Home Staging Checklist: Tips to Sell Your Home Fast

Want to sell your house quickly and for a good price? Discover our comprehensive home staging checklist.

Real Estate
June 8, 2024
Home Staging Checklist: Tips to Sell Your Home Fast

In 2024, the average home in America is on the market for 50 days — significantly longer than a few years prior when a home may sell in as little as a few weeks, but far lower than a decade prior when it could regularly take up to 100 days to sell a home.1

Staging your home is another strategy that –– when leveraged effectively –– can dramatically reduce the time it takes to sell your home. While some home sellers may not want to pay a home staging cost, it can be a worthy investment. By taking on a little home improvement, you can help your home sell for more and in less time. Below, we’ve created a full checklist of staging tips to sell your home faster. 

The Importance of Staging Your Home for Sale

When selling a home, you’re effectively entering into a competition with every other seller and every other property. To “win” this competition, your home will need to stand out in some way –– either in value, amenities, or appearance. Staging your home can add to the property’s appeal while accentuating its best features, appealing to the largest number of potential buyers. 

Home staging showcases your home in its best light, helping it sell faster and maybe even at a higher price. But home staging can also have a positive psychological impact on shoppers. By creating a neutral, calming, welcoming environment through staging, you can entice home buyers to take a closer look at your property –– or even visualize their lives in the space. 

Executed effectively, home staging can have a huge impact on the process of selling a home, making it a more profitable, painless, and efficient endeavor. As we’ll explain below, there are several simple steps you can take to stage your home successfully.  

Declutter and Depersonalize: The First Steps

If there’s just a single staging strategy you can adhere to, it should be to declutter. And real estate professionals agree. A 2023 study from the National Association of Realtors showed that half of all professionals surveyed recommended their clients declutter –– even if they didn’t opt to stage their homes.2 So, why is decluttering so important? Simply put, decluttering helps potential buyers focus on the property itself rather than the personal items and affectations that can be distracting. 

These personal touches may be what makes your house feel like home to you, but to home buyers, they can be obstacles standing in the way of visualization. By depersonalizing your home, you make it a blank canvas for buyers, who are then free to imagine their own lives in the space. This means removing family photos, personal keepsakes, and distinctive style choices that reflect your personal taste.
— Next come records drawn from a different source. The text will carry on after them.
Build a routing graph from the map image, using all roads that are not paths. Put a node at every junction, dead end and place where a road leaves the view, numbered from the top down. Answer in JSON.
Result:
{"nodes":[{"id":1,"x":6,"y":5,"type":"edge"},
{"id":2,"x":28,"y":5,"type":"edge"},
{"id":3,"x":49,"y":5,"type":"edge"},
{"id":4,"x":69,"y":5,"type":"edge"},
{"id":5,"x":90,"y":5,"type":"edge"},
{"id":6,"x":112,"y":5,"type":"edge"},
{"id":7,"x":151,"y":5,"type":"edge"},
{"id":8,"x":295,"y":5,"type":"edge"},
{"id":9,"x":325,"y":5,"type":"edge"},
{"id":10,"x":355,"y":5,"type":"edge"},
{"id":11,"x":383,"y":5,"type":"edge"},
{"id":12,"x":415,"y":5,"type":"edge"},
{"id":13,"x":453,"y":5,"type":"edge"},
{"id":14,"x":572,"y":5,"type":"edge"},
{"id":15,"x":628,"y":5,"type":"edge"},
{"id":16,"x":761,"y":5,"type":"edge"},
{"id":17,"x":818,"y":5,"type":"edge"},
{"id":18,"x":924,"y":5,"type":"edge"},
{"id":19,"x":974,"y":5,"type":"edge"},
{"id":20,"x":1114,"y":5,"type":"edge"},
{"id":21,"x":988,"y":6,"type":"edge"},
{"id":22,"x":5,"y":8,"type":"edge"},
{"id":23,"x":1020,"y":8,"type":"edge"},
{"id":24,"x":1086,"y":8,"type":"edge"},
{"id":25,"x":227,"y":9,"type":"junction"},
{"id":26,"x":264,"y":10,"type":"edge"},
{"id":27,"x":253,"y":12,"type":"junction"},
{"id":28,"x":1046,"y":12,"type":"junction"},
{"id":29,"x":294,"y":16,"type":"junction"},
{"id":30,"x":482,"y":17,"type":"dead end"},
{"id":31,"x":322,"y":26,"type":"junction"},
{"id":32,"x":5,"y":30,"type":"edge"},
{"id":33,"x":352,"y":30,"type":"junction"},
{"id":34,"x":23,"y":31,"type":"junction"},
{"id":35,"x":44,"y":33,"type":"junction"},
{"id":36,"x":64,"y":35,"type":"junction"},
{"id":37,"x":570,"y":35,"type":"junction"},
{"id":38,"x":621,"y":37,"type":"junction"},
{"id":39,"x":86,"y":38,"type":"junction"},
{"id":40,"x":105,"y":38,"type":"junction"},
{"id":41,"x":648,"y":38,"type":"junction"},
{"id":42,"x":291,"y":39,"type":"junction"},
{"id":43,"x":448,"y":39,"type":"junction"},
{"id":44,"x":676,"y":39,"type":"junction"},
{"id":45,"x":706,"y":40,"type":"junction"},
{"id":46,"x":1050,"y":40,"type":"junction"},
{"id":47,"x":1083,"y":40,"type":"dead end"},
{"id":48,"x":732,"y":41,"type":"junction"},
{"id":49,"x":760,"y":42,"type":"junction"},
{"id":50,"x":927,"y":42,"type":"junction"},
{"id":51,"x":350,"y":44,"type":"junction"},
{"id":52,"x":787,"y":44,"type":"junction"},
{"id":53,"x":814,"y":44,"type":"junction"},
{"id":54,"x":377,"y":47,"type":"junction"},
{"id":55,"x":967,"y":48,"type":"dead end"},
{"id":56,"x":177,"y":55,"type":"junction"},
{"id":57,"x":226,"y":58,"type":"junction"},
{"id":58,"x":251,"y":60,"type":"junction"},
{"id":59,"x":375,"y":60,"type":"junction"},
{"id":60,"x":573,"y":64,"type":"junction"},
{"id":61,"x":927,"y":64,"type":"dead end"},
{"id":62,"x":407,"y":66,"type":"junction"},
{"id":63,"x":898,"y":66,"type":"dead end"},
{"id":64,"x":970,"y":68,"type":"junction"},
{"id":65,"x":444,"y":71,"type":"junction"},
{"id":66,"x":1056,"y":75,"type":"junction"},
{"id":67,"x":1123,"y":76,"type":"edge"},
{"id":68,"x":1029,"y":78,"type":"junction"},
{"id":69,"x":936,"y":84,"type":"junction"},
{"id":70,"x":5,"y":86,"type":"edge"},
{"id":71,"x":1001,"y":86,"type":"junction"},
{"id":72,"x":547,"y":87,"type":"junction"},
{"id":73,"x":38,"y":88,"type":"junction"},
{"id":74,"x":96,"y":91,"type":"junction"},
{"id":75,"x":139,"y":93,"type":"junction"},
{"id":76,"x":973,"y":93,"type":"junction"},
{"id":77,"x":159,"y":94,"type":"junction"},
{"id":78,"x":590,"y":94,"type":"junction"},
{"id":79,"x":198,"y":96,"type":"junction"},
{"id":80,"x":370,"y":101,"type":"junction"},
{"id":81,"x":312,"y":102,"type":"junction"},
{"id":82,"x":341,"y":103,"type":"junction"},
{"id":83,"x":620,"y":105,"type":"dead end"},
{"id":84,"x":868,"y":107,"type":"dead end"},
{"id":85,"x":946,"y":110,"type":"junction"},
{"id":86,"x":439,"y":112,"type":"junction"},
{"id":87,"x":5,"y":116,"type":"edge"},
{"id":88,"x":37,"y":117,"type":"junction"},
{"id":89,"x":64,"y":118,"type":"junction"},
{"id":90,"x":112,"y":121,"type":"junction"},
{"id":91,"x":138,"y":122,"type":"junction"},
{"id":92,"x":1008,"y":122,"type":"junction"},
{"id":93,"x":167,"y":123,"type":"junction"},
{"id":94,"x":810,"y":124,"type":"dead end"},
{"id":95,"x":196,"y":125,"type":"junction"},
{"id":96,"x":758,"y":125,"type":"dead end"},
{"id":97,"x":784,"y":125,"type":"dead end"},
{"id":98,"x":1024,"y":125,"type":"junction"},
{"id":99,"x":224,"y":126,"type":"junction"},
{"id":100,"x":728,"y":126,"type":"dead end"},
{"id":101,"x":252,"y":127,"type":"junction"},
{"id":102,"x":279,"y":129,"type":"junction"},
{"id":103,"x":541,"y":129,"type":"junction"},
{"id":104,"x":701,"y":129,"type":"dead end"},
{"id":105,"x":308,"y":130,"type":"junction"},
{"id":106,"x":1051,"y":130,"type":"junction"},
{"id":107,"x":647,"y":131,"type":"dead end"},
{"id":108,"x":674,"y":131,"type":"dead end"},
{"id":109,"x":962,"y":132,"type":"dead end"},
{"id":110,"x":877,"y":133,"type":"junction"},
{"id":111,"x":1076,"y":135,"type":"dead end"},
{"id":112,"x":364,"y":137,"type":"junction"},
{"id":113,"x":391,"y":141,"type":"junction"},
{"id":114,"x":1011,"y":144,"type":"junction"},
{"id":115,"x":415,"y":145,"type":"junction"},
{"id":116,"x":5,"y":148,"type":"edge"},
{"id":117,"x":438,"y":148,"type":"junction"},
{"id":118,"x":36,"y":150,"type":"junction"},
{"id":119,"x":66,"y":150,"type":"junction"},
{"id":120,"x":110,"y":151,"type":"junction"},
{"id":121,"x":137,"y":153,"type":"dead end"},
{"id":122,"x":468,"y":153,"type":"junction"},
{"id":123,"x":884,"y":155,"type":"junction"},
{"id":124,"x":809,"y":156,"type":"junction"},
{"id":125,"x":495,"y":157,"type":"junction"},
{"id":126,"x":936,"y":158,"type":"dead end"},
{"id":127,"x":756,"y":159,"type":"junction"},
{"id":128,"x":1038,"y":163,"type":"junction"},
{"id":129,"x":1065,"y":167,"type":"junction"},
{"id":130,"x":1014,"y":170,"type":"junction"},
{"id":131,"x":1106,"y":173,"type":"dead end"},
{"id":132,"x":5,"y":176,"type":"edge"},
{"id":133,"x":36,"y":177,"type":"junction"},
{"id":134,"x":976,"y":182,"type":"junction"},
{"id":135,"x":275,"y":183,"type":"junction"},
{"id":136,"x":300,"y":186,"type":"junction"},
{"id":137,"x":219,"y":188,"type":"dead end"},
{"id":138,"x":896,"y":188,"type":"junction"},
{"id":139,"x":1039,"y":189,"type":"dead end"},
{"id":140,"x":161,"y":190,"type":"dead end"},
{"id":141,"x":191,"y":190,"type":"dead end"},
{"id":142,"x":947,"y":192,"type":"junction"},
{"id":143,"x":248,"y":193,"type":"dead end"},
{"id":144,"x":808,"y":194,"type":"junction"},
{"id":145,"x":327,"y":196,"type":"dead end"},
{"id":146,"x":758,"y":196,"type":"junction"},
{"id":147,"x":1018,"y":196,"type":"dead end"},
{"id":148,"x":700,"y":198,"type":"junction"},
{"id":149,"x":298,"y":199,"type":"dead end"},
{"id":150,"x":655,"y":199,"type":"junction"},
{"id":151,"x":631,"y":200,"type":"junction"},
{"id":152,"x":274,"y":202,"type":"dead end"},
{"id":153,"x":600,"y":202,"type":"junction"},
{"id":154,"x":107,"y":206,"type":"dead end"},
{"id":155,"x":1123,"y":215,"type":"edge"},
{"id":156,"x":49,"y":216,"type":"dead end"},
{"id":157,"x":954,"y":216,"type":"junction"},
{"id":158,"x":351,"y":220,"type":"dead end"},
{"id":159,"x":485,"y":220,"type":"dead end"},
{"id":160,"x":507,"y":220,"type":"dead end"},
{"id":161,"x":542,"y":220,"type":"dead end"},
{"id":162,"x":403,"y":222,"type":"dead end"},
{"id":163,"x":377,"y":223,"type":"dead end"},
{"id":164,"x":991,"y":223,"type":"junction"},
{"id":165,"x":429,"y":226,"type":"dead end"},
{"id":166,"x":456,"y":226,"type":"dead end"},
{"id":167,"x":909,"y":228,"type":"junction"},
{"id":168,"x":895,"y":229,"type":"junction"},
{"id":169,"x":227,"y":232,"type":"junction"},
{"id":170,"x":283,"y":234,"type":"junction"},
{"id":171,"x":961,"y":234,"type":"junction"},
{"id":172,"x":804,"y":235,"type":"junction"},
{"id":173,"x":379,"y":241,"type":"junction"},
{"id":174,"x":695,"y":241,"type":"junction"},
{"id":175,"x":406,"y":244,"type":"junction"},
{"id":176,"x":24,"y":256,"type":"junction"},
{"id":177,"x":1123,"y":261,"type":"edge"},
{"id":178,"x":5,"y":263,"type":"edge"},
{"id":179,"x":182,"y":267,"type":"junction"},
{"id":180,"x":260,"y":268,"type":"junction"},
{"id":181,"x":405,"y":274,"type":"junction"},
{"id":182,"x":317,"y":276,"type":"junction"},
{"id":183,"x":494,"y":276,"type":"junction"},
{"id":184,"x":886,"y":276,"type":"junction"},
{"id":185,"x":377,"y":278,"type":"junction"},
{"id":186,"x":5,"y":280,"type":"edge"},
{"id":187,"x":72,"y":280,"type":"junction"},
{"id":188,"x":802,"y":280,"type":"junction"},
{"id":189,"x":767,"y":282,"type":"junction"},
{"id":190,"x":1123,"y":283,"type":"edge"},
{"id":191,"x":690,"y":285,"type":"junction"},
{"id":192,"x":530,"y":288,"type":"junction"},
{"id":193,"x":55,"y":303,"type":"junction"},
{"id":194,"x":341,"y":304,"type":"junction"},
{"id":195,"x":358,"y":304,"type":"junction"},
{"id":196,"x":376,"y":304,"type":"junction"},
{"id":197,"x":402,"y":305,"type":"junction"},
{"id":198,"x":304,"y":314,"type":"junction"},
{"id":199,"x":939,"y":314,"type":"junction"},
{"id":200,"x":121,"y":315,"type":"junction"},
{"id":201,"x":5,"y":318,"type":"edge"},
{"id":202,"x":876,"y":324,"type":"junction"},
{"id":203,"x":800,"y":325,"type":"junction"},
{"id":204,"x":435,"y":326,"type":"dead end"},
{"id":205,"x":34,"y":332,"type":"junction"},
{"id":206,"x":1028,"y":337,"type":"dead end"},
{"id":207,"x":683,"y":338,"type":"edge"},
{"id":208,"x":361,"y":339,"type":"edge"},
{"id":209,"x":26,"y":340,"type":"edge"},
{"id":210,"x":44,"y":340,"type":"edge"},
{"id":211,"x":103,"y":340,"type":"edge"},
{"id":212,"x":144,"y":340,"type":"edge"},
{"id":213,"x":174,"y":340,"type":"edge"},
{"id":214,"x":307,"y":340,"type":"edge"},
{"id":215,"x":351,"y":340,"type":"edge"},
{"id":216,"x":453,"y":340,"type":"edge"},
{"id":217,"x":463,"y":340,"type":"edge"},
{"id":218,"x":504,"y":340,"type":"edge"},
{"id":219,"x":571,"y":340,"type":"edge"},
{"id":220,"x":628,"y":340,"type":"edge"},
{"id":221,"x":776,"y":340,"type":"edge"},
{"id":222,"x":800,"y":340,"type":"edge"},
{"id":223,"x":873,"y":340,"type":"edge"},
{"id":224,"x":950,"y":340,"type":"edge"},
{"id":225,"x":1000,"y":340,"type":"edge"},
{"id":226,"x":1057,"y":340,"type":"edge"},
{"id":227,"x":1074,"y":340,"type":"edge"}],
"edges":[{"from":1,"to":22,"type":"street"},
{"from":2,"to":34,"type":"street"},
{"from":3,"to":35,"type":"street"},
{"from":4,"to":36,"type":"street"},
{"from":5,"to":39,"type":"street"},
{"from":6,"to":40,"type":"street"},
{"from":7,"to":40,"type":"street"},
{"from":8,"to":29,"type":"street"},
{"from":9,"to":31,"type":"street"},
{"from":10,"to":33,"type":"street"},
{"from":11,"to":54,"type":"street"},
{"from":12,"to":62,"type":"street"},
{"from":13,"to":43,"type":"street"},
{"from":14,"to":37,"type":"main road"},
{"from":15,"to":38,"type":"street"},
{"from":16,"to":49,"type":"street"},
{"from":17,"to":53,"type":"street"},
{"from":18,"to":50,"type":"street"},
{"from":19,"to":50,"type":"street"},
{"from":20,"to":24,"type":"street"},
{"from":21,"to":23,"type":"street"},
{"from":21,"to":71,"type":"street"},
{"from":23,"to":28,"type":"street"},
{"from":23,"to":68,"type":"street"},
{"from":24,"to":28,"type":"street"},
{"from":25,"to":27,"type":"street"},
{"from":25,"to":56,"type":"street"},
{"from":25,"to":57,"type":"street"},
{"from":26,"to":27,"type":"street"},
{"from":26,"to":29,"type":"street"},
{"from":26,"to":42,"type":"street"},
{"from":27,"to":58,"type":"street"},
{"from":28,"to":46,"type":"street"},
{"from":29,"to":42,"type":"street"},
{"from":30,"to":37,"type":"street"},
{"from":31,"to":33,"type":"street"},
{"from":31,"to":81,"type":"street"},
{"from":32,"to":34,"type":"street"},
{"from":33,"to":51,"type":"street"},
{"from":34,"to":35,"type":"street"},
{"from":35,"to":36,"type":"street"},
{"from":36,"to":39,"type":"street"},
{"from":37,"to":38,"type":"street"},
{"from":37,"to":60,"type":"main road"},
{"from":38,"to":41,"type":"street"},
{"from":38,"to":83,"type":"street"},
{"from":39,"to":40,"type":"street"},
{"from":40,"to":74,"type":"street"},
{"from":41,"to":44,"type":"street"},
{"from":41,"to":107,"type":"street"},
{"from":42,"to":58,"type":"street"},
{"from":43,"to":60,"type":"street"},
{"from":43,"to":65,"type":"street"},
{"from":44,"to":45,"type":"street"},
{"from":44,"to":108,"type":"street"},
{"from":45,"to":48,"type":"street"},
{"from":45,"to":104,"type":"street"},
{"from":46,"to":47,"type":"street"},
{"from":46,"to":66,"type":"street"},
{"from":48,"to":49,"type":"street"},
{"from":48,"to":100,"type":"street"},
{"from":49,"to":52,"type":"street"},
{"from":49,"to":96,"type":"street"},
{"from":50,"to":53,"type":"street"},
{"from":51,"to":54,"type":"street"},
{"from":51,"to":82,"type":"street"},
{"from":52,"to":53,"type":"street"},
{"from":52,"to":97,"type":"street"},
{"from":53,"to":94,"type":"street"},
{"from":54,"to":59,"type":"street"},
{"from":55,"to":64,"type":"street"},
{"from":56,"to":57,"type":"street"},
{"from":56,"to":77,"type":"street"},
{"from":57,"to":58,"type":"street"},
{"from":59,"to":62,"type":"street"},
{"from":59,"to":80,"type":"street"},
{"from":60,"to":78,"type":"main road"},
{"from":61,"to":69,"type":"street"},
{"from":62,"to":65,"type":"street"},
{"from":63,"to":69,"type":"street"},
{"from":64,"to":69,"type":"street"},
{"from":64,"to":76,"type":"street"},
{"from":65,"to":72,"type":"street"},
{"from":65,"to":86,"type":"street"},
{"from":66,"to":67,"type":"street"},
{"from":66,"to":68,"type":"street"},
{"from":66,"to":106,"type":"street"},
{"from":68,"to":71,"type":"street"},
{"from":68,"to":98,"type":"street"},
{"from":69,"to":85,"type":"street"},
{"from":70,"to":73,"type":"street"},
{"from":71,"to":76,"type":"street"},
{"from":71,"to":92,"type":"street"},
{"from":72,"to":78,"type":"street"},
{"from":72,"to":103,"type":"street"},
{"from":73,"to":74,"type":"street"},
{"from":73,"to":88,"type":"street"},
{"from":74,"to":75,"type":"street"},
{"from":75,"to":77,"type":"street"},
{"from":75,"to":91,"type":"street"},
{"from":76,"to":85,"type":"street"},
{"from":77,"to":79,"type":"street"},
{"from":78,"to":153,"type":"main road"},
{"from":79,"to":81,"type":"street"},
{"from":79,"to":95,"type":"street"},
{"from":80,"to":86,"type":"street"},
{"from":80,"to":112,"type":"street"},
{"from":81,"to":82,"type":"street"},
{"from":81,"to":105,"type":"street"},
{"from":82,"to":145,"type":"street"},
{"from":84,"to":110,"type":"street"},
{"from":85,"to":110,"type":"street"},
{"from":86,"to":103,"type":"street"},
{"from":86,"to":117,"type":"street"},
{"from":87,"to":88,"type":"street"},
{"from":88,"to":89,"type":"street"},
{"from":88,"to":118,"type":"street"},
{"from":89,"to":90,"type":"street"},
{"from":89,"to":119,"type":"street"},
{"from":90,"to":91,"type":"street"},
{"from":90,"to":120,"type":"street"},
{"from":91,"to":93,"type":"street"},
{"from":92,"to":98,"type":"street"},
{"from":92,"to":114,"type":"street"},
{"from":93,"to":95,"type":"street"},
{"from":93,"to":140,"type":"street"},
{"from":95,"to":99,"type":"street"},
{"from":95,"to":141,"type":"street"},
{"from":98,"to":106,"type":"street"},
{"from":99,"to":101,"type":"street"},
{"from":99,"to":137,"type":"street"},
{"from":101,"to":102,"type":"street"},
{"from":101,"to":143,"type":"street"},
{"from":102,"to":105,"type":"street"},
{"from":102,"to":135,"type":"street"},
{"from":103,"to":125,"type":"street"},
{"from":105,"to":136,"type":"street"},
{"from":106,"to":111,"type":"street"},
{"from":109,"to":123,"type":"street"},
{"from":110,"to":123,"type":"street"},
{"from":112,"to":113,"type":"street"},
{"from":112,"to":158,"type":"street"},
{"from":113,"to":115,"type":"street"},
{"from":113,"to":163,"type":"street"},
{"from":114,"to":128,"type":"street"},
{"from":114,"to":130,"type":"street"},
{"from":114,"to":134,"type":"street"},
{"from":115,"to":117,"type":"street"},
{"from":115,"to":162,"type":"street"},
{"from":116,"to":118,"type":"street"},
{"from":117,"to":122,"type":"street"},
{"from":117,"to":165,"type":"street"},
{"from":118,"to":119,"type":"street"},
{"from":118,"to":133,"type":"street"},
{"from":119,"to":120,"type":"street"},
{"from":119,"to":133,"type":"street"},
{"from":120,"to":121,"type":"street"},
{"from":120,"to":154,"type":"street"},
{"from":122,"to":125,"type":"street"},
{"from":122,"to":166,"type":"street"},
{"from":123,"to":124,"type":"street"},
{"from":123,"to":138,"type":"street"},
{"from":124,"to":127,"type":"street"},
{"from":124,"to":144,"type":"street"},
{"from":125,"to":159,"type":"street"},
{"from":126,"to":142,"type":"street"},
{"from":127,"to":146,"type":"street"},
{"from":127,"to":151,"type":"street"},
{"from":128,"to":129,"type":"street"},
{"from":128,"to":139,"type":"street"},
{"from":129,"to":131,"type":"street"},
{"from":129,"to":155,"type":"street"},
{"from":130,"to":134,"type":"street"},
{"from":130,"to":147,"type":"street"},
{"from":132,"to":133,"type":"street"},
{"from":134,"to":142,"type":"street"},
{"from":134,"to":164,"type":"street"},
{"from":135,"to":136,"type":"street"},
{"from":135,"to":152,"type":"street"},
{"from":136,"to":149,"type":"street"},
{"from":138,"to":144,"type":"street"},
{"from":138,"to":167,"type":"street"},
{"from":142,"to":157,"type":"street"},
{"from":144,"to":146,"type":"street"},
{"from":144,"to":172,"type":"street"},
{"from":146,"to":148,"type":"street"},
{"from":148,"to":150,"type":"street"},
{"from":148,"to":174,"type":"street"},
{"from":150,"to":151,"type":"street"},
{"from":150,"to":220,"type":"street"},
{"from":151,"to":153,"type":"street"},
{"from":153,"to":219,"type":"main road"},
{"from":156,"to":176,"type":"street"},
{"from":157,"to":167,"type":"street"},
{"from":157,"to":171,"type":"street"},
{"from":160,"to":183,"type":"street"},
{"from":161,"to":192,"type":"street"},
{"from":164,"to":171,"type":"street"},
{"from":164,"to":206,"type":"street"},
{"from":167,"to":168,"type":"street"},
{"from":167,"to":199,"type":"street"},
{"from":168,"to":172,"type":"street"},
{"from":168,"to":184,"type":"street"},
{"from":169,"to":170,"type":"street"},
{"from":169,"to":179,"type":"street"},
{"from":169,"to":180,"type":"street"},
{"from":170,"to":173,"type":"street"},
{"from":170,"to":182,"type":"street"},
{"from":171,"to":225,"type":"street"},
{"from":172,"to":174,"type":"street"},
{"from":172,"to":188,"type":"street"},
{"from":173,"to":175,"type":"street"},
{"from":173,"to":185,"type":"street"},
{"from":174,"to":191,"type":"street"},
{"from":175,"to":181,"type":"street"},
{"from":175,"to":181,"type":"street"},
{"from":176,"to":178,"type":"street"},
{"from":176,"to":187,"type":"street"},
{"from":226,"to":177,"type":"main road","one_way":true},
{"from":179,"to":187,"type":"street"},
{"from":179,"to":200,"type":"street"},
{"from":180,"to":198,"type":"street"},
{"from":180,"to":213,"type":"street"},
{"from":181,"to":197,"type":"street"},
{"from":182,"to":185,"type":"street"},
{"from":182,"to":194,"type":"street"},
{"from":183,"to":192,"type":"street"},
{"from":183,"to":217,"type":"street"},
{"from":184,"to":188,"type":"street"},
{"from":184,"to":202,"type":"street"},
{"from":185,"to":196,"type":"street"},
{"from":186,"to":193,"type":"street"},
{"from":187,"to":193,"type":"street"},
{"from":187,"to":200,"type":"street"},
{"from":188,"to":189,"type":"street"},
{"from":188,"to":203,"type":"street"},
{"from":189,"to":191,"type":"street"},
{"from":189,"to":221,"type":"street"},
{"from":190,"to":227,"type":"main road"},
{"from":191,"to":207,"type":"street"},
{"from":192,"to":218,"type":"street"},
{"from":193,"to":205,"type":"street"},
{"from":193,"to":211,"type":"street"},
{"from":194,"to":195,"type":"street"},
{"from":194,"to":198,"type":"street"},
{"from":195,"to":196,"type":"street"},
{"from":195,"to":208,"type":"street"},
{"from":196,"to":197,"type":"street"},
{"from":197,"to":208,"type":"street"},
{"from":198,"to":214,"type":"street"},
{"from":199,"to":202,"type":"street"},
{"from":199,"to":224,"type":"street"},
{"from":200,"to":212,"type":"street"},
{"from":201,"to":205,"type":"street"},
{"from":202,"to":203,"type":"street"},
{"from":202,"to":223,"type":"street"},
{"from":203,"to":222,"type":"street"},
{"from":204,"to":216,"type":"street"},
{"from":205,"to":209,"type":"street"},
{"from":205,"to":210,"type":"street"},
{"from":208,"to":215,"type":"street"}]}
The aim is to create a neutral environment that appeals to a broad audience.

Decluttering and depersonalizing are some of the most valuable aspects of staging, and luckily also some of the easiest. 

Room-by-room Steps for Decluttering and Depersonalizing

When decluttering, move from one room to the next. This will ensure that every room in the house is as tidy as possible. Consider these tips:

  • Kitchen – Your entire space should be cleaned when staging your home, but a spotless kitchen especially is a major selling point. Keep all surfaces clean, put away small appliances, and organize pantry and cupboard interiors for optimal visual aesthetic. There may be no award for organizing your spice cabinet, but it can’t hurt when staging your home. 
  • Bedrooms – It may seem reasonable to retain some individuality in your bedroom area, but depersonalizing this space can be every bit as vital. Remove any unnecessary furniture. Keep decor and bedding neutral, and organize any closet/storage areas to emphasize the amount of usable space. 
  • Living Areas – The living room is one of the most important areas when it comes to home staging –– and will likely need the most work to stage effectively. Do your best to neutralize the decor by covering up loud shades of paint, removing wallpaper, and covering up patterned furniture that may appeal to a specific taste.3 Be sure also to put away any family photos, memorabilia, and personal items that can add both clutter and unwanted personalization. 

The Power of First Impressions: Entryway Staging

When staging your home, consider the power of a good first impression and focus on the first steps a potential buyer will take in your home. Elevate your entryway by ensuring it’s well-lit –– either by natural light or a soft, welcoming artificial source –– and spotless. A visually appealing shoe storage solution can help keep the space clean and clutter-free, but shoes should be kept out of sight, if possible. Less isn’t always more, however: The addition of a side table with fresh flowers can make your entryway more inviting while adding a fresh scent that buyers will later associate with your home. 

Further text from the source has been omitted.